Sad. It would have been an easy task for the former elementary school principals, presumably well versed in reading and writing skills development tasks, to arrive at the same conclusion that Irwin did, and that I had as well. I considered then, as I do now, their position on the DiLibero proceedings to be both curious and conspicuous, given their respective academic backgrounds. I’m going to revisit this issue in the near future. It deserves further study, as the saying goes.

Concurrent with my conversation with the Areglados, I emailed Town Council Vice President Dan Slattery, who had led the charge to defrock town administrator William DiLibero. Slattery claimed he had amassed a number of documents and related communications from federal sources pegging Bill for a number of transgressions with respect to federal policies and protocols. [1]

I referred to Dr. Birnbaum’s commentary on the blog, as well as his Westerly Sun Letter to the Editor, in an email to Councilman Slattery. Slattery responded by telling me that the salient facts relating to DiLibero’s termination were proprietary information shared in Town Council executive sessions and, therefore, he could not comment further. CYA. Nice.

Slattery deftly (he thought) avoided commenting on the actual subject of my email, that being the litany of unsubstantiated allegations he had been trumpeting in public discourse for several months prior to DiLibero’s termination. Instead, he seemed to imply that DiLibero had been engaged in some form of criminal activity involving unnamed co-conspirators, perhaps land developers, energy consultants, park event vendors, etc.

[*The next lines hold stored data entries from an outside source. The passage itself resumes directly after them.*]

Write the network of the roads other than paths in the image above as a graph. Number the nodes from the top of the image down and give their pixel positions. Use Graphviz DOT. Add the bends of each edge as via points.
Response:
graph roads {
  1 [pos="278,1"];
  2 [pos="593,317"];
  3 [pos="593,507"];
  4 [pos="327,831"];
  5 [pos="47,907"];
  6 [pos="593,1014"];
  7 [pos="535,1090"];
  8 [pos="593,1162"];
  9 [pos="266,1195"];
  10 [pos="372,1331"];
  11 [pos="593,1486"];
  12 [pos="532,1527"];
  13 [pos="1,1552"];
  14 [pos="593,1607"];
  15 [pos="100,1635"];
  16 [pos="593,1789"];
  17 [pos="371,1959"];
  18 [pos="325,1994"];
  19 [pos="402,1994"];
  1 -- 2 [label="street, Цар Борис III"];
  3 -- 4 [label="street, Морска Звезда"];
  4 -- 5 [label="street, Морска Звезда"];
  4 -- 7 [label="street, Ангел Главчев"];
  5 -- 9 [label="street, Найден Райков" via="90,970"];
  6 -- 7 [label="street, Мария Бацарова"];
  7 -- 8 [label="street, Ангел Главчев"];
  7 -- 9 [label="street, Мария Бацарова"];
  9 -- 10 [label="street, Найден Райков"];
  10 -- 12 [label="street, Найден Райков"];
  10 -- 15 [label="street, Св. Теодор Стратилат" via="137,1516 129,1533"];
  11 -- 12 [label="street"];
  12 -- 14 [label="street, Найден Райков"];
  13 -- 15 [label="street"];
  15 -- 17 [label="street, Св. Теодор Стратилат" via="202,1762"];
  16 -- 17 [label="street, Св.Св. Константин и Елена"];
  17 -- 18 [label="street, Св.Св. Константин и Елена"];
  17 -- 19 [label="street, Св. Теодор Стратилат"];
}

Whatever. You bet.

If DiLibero had been engaged in such scurrilous activity, Slattery, allegedly a former Department of Justice official, would have been obligated to report it to the Charlestown Police, lest he open himself up to an obstruction-of-justice charge. Right? Yes? No?

The fact of the matter is that the entire Whalerock fiasco, from start to whenever-finish, was an anomaly of epic proportions. Longtime business competitors, who ordinarily wouldn’t share a foxhole in a rocket attack, concocted alliances and partnerships that even Satan wouldn’t underwrite. Relative newcomers to town accused longtime residents of accepting bribes, offering bribes, or arranging bribes, involving cash, property, house pets, farm equipment, and/or auto body supplies.

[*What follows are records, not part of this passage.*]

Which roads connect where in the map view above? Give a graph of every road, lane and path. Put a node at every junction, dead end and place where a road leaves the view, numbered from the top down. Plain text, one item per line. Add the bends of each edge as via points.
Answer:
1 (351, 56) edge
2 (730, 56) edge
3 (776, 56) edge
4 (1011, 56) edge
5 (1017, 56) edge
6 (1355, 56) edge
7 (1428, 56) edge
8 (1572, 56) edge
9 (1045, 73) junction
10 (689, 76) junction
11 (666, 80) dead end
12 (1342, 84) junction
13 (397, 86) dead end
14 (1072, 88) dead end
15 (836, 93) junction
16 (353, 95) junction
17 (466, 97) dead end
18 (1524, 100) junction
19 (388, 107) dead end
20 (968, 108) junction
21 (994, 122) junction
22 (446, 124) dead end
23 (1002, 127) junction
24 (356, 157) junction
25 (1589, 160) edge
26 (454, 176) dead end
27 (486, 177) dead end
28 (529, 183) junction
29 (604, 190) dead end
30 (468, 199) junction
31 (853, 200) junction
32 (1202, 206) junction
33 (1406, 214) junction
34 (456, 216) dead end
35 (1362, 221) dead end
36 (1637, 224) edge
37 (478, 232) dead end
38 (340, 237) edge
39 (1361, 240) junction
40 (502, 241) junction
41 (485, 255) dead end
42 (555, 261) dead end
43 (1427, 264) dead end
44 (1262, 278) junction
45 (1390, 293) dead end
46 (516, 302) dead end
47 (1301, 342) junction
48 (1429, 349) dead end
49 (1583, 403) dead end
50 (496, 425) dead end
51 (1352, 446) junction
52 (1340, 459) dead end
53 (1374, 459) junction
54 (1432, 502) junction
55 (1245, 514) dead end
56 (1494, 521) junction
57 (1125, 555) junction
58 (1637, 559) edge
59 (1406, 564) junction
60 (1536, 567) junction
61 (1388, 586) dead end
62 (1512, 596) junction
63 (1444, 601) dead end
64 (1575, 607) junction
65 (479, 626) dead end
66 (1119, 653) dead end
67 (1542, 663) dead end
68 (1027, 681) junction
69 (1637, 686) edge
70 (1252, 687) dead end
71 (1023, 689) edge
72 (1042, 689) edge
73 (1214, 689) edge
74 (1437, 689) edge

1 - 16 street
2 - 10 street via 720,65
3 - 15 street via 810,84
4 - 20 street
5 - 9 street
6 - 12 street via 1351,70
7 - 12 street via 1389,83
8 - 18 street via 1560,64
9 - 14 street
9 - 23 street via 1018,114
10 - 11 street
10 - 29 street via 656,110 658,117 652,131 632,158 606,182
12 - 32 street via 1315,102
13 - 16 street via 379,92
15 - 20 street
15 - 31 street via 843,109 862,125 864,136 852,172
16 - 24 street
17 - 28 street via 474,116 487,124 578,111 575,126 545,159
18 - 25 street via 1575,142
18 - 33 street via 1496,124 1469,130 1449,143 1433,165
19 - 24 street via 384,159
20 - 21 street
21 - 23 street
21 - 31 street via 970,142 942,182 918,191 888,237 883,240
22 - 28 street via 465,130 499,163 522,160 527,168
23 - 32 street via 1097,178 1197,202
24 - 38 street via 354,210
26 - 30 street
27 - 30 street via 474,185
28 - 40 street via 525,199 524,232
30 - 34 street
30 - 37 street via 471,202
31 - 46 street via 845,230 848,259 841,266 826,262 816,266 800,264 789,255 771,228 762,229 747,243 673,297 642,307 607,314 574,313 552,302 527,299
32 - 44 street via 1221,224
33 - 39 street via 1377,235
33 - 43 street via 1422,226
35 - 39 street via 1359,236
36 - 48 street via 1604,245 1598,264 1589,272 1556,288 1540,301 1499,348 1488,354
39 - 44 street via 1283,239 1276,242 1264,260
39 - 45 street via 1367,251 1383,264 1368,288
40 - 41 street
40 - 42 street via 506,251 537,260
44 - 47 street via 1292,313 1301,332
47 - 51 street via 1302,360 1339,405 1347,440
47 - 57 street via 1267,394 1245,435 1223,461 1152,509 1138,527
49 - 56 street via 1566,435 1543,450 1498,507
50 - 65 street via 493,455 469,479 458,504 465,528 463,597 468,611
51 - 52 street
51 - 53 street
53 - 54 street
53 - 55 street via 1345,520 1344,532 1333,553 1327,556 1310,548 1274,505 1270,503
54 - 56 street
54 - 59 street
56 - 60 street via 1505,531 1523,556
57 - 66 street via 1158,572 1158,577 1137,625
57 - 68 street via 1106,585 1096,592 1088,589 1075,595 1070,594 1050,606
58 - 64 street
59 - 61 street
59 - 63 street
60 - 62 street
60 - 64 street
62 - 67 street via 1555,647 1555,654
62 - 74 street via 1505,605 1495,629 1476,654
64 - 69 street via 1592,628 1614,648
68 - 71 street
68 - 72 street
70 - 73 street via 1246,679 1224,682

Whalerock abutter and current Planning Commission candidate Joe Dolock had all this figured out a long time ago. As detailed in previous WTF episodes, Illwind’s intelligentsia, Areglado et al., dismissed his input as being not particularly relevant to their cause, whatever that may turn out to be.  

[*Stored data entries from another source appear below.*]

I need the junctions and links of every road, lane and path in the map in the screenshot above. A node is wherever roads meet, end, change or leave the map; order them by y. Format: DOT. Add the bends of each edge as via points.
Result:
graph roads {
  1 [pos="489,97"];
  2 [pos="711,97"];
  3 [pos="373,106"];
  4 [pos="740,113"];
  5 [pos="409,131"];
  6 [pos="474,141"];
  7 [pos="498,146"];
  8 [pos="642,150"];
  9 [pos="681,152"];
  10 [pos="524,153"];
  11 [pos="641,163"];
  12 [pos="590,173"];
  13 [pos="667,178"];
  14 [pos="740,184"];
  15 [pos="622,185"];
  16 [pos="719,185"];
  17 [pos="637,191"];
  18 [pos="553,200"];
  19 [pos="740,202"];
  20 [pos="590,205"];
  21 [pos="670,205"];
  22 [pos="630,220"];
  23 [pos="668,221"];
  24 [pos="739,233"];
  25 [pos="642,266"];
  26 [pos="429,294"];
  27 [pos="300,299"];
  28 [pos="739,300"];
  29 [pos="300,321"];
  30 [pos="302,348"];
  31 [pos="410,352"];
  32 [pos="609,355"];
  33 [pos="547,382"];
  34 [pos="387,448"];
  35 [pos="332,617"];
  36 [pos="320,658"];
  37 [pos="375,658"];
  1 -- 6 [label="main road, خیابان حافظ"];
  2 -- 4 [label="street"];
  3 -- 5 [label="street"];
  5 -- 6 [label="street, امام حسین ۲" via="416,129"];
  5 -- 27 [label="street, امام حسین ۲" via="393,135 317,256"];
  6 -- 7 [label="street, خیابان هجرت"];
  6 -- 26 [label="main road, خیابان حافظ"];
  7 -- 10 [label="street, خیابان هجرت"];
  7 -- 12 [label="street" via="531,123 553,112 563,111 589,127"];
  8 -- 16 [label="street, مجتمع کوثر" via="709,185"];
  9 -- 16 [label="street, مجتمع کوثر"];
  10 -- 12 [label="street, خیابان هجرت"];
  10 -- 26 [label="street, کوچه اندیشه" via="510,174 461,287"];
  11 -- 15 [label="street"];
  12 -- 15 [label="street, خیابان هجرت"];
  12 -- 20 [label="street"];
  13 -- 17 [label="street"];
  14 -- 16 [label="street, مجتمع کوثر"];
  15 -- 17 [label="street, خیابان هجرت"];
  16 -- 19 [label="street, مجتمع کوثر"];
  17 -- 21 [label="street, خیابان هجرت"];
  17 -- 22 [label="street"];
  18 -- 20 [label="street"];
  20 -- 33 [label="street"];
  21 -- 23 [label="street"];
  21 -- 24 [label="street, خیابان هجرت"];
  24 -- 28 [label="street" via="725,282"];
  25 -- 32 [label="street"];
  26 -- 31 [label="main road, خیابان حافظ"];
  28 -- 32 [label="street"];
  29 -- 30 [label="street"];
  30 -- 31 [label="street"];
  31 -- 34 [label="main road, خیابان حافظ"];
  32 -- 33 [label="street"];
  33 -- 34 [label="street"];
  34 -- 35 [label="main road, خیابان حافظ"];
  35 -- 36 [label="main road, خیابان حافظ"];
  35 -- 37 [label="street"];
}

Every town has a Whalerock of one sort or another. Otherwise rational people make irrational, emotion-laden decisions, so outraged are they by the injustices foisted on them by the ruling oligarchies, whatever flavor-of-the-month politics they feature. So it goes. Always.

I leave you with this one tidbit of insanity, heretofore unbeknown to average Whalerockers and Whalerockettes…

The very afternoon that Illwind Attorney James Donnelly filed the final injunction to logjam Larry LeBlanc’s desperate attempt to reconstitute Twin Turbines on the Rocks, the Illwind intelligentsia, that being the Areglados, the Chamberses, and Kristan O’Connor, had somehow made a unilateral decision to fire him.

As dumb luck would have it, they couldn’t find Donnelly to give him the good news before he saved their collective butts. Apparently they felt he had not kept them fully informed of his every move. Perhaps they felt he wasn’t micromanageable enough.

Gee, that sounds familiar. Must be an epidemic.

Whiskey Tango Foxtrot

Gone fishing.



[1] Progressive Charlestown examined the sum and substance of Slattery’s allegations in Will Collette’s “Kill Bill” story.  Over the course of the seven-part series, Irwin Birnbaum complimented Collette on the scope and sequence of his research, signing onto the blog only as “irwinb”, absent any reference to his full identity and distinguished professional background. But we all knew, by that time, the true measure of the man.